(Data records)
______________________________

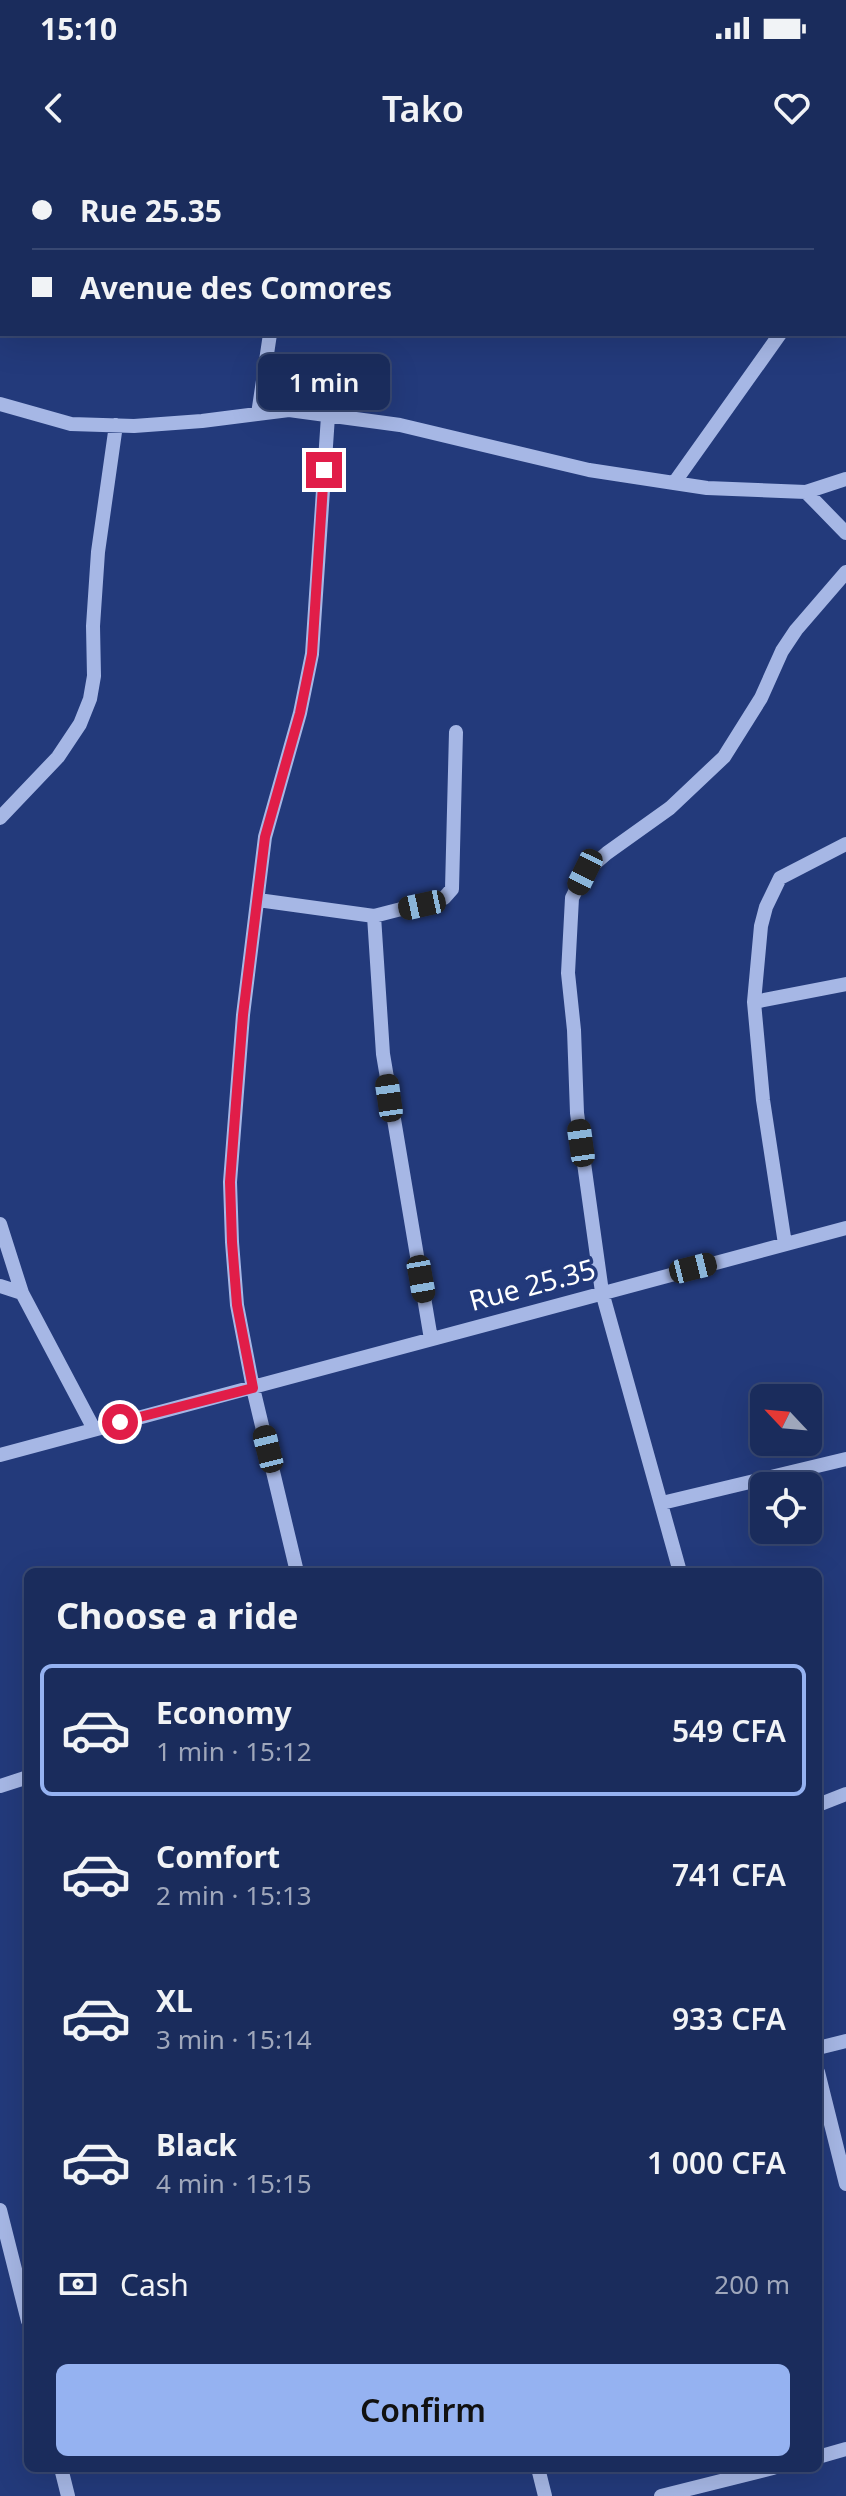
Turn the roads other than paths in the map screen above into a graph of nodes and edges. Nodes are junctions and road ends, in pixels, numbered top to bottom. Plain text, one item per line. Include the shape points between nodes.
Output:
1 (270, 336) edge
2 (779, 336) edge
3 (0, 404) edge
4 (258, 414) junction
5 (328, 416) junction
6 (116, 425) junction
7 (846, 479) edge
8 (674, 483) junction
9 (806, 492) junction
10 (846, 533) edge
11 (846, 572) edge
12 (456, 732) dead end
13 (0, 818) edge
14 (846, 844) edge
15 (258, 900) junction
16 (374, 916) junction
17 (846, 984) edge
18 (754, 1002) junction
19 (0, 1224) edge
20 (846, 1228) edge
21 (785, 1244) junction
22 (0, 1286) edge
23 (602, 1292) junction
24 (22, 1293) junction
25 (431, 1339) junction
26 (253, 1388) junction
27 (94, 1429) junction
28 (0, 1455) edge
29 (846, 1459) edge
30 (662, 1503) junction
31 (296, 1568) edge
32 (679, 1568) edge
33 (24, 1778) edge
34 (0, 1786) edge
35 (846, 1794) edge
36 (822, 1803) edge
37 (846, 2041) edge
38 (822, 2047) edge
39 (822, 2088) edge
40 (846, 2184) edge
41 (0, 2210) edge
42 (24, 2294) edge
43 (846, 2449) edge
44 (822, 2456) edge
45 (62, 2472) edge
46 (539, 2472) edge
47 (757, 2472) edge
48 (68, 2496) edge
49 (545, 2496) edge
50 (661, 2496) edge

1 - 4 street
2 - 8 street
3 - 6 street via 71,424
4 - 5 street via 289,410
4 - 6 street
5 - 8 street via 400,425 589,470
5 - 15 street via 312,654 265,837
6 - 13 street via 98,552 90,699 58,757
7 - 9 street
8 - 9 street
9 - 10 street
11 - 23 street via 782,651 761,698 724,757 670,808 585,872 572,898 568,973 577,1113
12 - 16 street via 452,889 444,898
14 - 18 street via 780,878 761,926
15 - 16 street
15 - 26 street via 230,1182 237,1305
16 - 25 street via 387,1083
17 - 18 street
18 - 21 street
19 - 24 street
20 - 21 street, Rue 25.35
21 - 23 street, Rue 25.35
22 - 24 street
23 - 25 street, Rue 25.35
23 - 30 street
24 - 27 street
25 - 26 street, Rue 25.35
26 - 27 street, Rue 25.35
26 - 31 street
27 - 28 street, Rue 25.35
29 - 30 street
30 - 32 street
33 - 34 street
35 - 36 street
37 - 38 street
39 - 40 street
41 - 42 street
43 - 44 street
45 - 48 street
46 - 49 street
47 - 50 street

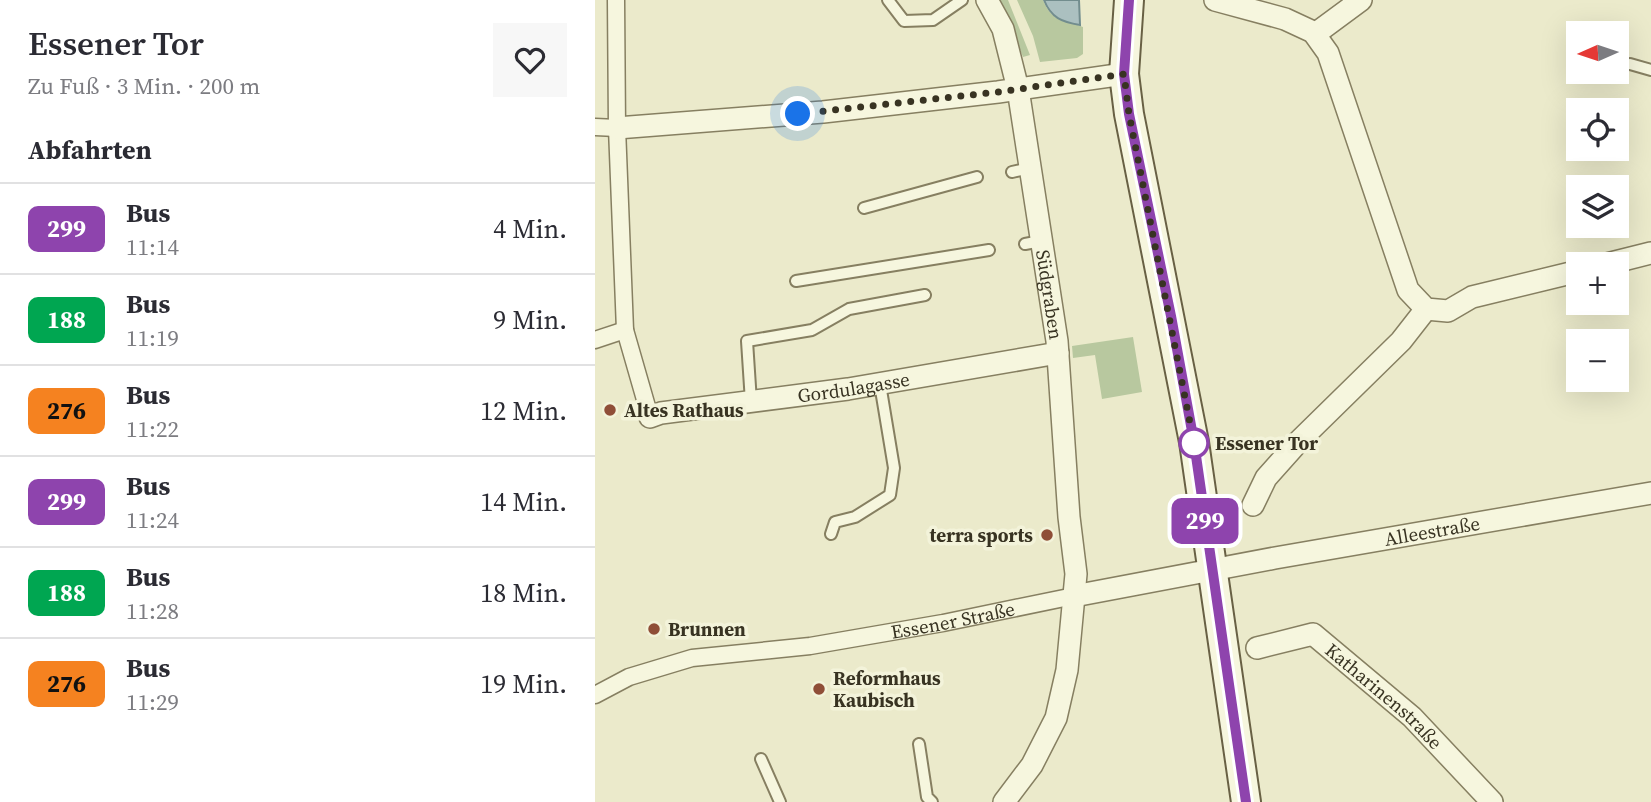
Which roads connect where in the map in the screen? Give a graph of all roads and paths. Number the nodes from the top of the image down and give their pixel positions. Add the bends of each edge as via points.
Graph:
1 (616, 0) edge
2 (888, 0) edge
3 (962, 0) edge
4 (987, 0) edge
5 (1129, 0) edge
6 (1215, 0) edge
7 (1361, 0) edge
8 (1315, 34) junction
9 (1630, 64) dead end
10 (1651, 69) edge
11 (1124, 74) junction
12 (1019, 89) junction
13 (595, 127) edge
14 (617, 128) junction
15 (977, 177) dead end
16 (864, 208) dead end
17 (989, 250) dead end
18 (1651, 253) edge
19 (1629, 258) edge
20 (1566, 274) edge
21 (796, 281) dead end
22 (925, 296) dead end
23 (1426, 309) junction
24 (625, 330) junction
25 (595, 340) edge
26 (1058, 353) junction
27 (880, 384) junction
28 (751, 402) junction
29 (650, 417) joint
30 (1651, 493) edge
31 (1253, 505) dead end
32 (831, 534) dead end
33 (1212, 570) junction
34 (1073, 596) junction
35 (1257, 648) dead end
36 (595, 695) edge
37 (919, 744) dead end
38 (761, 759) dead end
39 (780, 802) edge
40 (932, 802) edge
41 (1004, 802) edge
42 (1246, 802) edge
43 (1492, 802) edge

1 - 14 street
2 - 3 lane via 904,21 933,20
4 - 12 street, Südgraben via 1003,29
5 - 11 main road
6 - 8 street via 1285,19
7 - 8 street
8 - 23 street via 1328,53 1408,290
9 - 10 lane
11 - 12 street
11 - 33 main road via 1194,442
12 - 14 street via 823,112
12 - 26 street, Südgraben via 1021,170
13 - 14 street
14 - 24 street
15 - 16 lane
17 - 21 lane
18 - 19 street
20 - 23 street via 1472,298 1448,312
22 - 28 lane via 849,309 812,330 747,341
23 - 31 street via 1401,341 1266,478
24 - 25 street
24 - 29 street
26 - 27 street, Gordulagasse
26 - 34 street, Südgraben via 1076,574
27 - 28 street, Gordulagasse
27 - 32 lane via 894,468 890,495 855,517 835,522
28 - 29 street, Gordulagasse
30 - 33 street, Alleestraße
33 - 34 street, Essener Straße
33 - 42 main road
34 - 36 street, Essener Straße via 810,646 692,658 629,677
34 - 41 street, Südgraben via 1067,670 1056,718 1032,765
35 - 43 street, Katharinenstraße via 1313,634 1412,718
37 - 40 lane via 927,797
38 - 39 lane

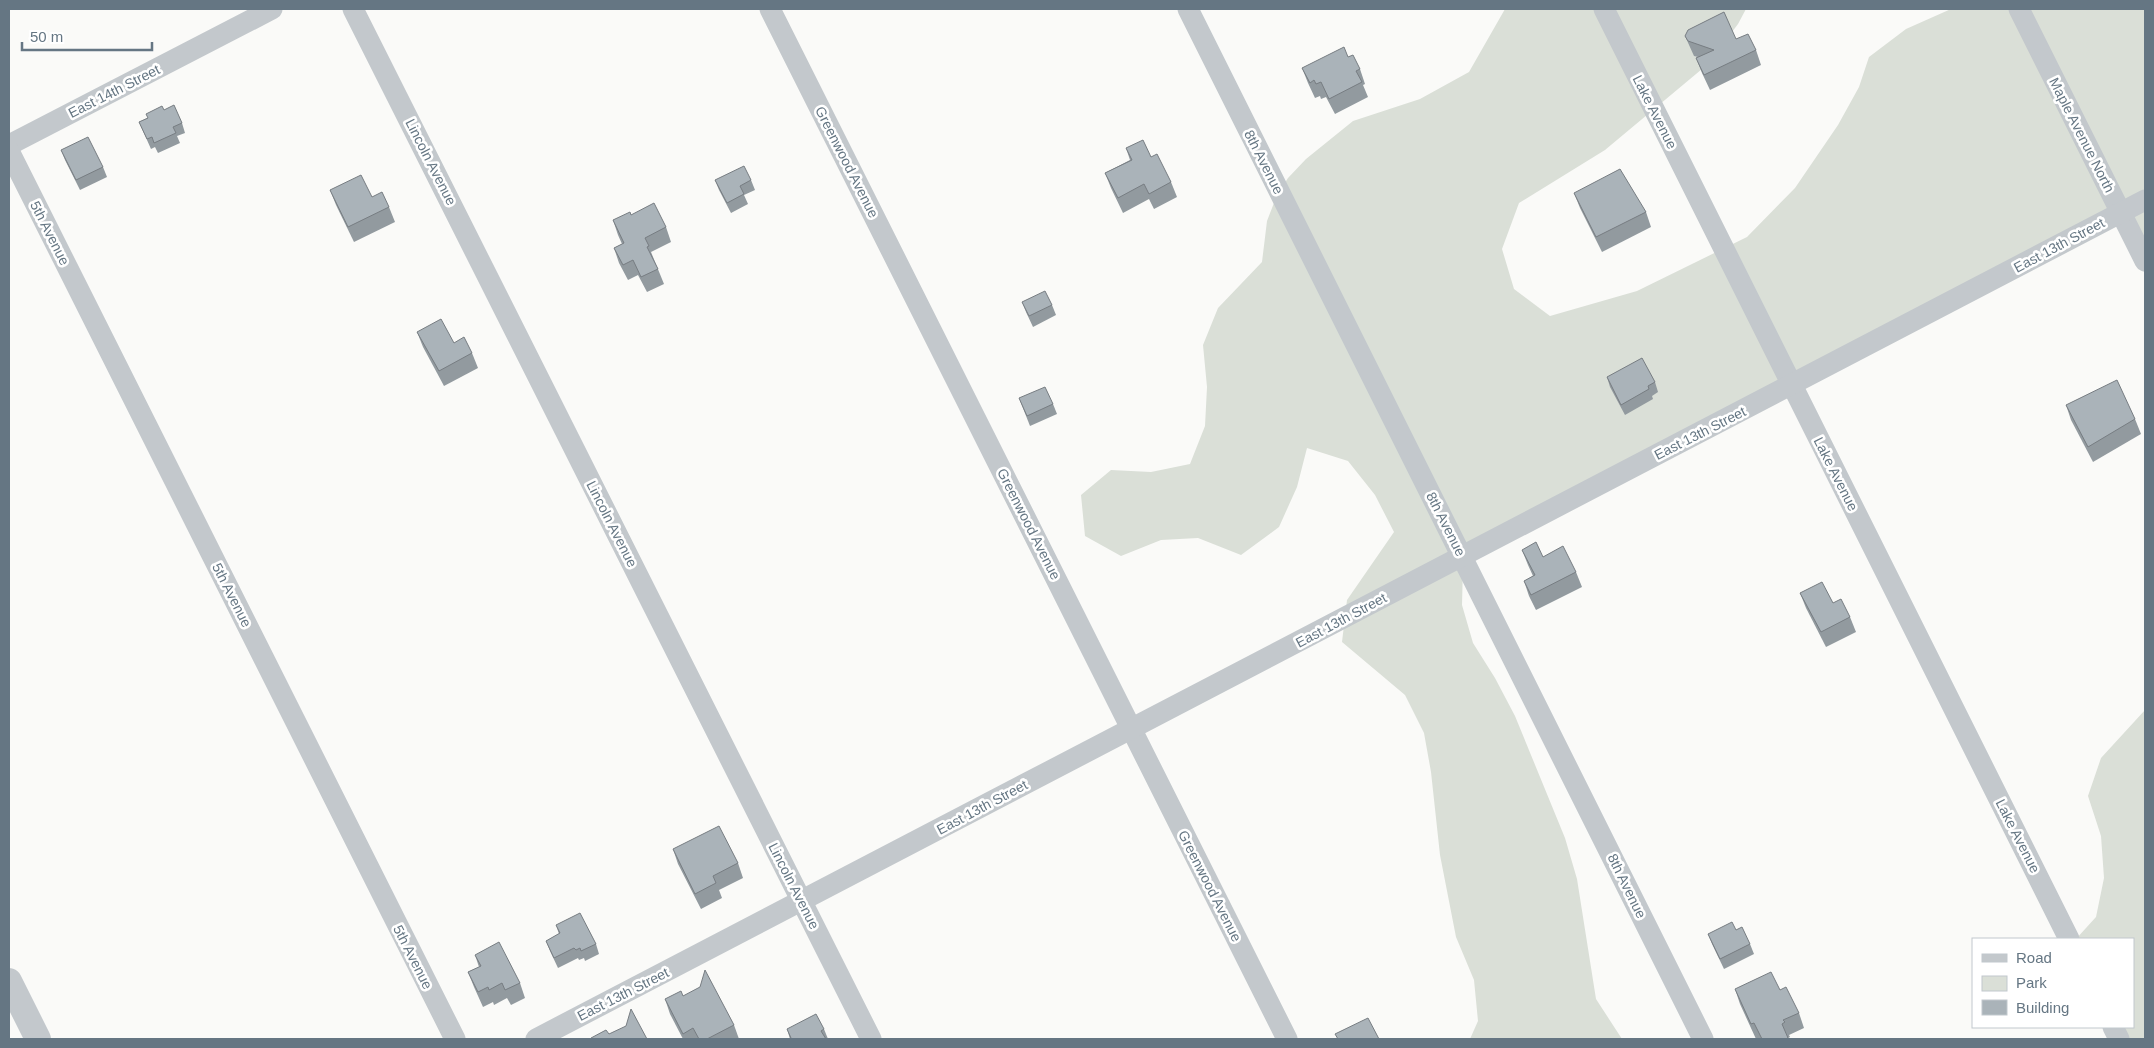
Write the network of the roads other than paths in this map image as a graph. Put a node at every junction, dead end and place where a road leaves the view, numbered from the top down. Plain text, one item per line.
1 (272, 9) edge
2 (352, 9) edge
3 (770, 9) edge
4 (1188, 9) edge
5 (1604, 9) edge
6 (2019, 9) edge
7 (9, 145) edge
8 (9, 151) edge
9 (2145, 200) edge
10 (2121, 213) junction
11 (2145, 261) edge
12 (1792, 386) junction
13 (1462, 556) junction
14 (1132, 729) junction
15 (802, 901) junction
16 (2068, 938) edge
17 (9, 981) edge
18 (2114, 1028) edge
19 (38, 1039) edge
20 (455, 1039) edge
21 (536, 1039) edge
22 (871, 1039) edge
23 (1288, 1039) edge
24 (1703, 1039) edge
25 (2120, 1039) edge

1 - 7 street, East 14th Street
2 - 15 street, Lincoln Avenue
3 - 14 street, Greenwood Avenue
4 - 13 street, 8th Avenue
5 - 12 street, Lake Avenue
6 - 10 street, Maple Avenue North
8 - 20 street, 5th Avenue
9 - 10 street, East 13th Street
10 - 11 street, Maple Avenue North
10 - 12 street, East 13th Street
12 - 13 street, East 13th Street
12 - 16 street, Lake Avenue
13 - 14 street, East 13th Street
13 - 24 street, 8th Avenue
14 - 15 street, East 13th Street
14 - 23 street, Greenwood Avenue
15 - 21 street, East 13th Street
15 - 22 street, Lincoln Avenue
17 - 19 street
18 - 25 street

______________________________

§ The task
Leave out the pictures and output every record above precisely as given.

§ Response to this task
Turn the roads other than paths in the map screen above into a graph of nodes and edges. Nodes are junctions and road ends, in pixels, numbered top to bottom. Plain text, one item per line. Include the shape points between nodes.
Output:
1 (270, 336) edge
2 (779, 336) edge
3 (0, 404) edge
4 (258, 414) junction
5 (328, 416) junction
6 (116, 425) junction
7 (846, 479) edge
8 (674, 483) junction
9 (806, 492) junction
10 (846, 533) edge
11 (846, 572) edge
12 (456, 732) dead end
13 (0, 818) edge
14 (846, 844) edge
15 (258, 900) junction
16 (374, 916) junction
17 (846, 984) edge
18 (754, 1002) junction
19 (0, 1224) edge
20 (846, 1228) edge
21 (785, 1244) junction
22 (0, 1286) edge
23 (602, 1292) junction
24 (22, 1293) junction
25 (431, 1339) junction
26 (253, 1388) junction
27 (94, 1429) junction
28 (0, 1455) edge
29 (846, 1459) edge
30 (662, 1503) junction
31 (296, 1568) edge
32 (679, 1568) edge
33 (24, 1778) edge
34 (0, 1786) edge
35 (846, 1794) edge
36 (822, 1803) edge
37 (846, 2041) edge
38 (822, 2047) edge
39 (822, 2088) edge
40 (846, 2184) edge
41 (0, 2210) edge
42 (24, 2294) edge
43 (846, 2449) edge
44 (822, 2456) edge
45 (62, 2472) edge
46 (539, 2472) edge
47 (757, 2472) edge
48 (68, 2496) edge
49 (545, 2496) edge
50 (661, 2496) edge

1 - 4 street
2 - 8 street
3 - 6 street via 71,424
4 - 5 street via 289,410
4 - 6 street
5 - 8 street via 400,425 589,470
5 - 15 street via 312,654 265,837
6 - 13 street via 98,552 90,699 58,757
7 - 9 street
8 - 9 street
9 - 10 street
11 - 23 street via 782,651 761,698 724,757 670,808 585,872 572,898 568,973 577,1113
12 - 16 street via 452,889 444,898
14 - 18 street via 780,878 761,926
15 - 16 street
15 - 26 street via 230,1182 237,1305
16 - 25 street via 387,1083
17 - 18 street
18 - 21 street
19 - 24 street
20 - 21 street, Rue 25.35
21 - 23 street, Rue 25.35
22 - 24 street
23 - 25 street, Rue 25.35
23 - 30 street
24 - 27 street
25 - 26 street, Rue 25.35
26 - 27 street, Rue 25.35
26 - 31 street
27 - 28 street, Rue 25.35
29 - 30 street
30 - 32 street
33 - 34 street
35 - 36 street
37 - 38 street
39 - 40 street
41 - 42 street
43 - 44 street
45 - 48 street
46 - 49 street
47 - 50 street

Which roads connect where in the map in the screen? Give a graph of all roads and paths. Number the nodes from the top of the image down and give their pixel positions. Add the bends of each edge as via points.
Graph:
1 (616, 0) edge
2 (888, 0) edge
3 (962, 0) edge
4 (987, 0) edge
5 (1129, 0) edge
6 (1215, 0) edge
7 (1361, 0) edge
8 (1315, 34) junction
9 (1630, 64) dead end
10 (1651, 69) edge
11 (1124, 74) junction
12 (1019, 89) junction
13 (595, 127) edge
14 (617, 128) junction
15 (977, 177) dead end
16 (864, 208) dead end
17 (989, 250) dead end
18 (1651, 253) edge
19 (1629, 258) edge
20 (1566, 274) edge
21 (796, 281) dead end
22 (925, 296) dead end
23 (1426, 309) junction
24 (625, 330) junction
25 (595, 340) edge
26 (1058, 353) junction
27 (880, 384) junction
28 (751, 402) junction
29 (650, 417) joint
30 (1651, 493) edge
31 (1253, 505) dead end
32 (831, 534) dead end
33 (1212, 570) junction
34 (1073, 596) junction
35 (1257, 648) dead end
36 (595, 695) edge
37 (919, 744) dead end
38 (761, 759) dead end
39 (780, 802) edge
40 (932, 802) edge
41 (1004, 802) edge
42 (1246, 802) edge
43 (1492, 802) edge

1 - 14 street
2 - 3 lane via 904,21 933,20
4 - 12 street, Südgraben via 1003,29
5 - 11 main road
6 - 8 street via 1285,19
7 - 8 street
8 - 23 street via 1328,53 1408,290
9 - 10 lane
11 - 12 street
11 - 33 main road via 1194,442
12 - 14 street via 823,112
12 - 26 street, Südgraben via 1021,170
13 - 14 street
14 - 24 street
15 - 16 lane
17 - 21 lane
18 - 19 street
20 - 23 street via 1472,298 1448,312
22 - 28 lane via 849,309 812,330 747,341
23 - 31 street via 1401,341 1266,478
24 - 25 street
24 - 29 street
26 - 27 street, Gordulagasse
26 - 34 street, Südgraben via 1076,574
27 - 28 street, Gordulagasse
27 - 32 lane via 894,468 890,495 855,517 835,522
28 - 29 street, Gordulagasse
30 - 33 street, Alleestraße
33 - 34 street, Essener Straße
33 - 42 main road
34 - 36 street, Essener Straße via 810,646 692,658 629,677
34 - 41 street, Südgraben via 1067,670 1056,718 1032,765
35 - 43 street, Katharinenstraße via 1313,634 1412,718
37 - 40 lane via 927,797
38 - 39 lane

Write the network of the roads other than paths in this map image as a graph. Put a node at every junction, dead end and place where a road leaves the view, numbered from the top down. Plain text, one item per line.
1 (272, 9) edge
2 (352, 9) edge
3 (770, 9) edge
4 (1188, 9) edge
5 (1604, 9) edge
6 (2019, 9) edge
7 (9, 145) edge
8 (9, 151) edge
9 (2145, 200) edge
10 (2121, 213) junction
11 (2145, 261) edge
12 (1792, 386) junction
13 (1462, 556) junction
14 (1132, 729) junction
15 (802, 901) junction
16 (2068, 938) edge
17 (9, 981) edge
18 (2114, 1028) edge
19 (38, 1039) edge
20 (455, 1039) edge
21 (536, 1039) edge
22 (871, 1039) edge
23 (1288, 1039) edge
24 (1703, 1039) edge
25 (2120, 1039) edge

1 - 7 street, East 14th Street
2 - 15 street, Lincoln Avenue
3 - 14 street, Greenwood Avenue
4 - 13 street, 8th Avenue
5 - 12 street, Lake Avenue
6 - 10 street, Maple Avenue North
8 - 20 street, 5th Avenue
9 - 10 street, East 13th Street
10 - 11 street, Maple Avenue North
10 - 12 street, East 13th Street
12 - 13 street, East 13th Street
12 - 16 street, Lake Avenue
13 - 14 street, East 13th Street
13 - 24 street, 8th Avenue
14 - 15 street, East 13th Street
14 - 23 street, Greenwood Avenue
15 - 21 street, East 13th Street
15 - 22 street, Lincoln Avenue
17 - 19 street
18 - 25 street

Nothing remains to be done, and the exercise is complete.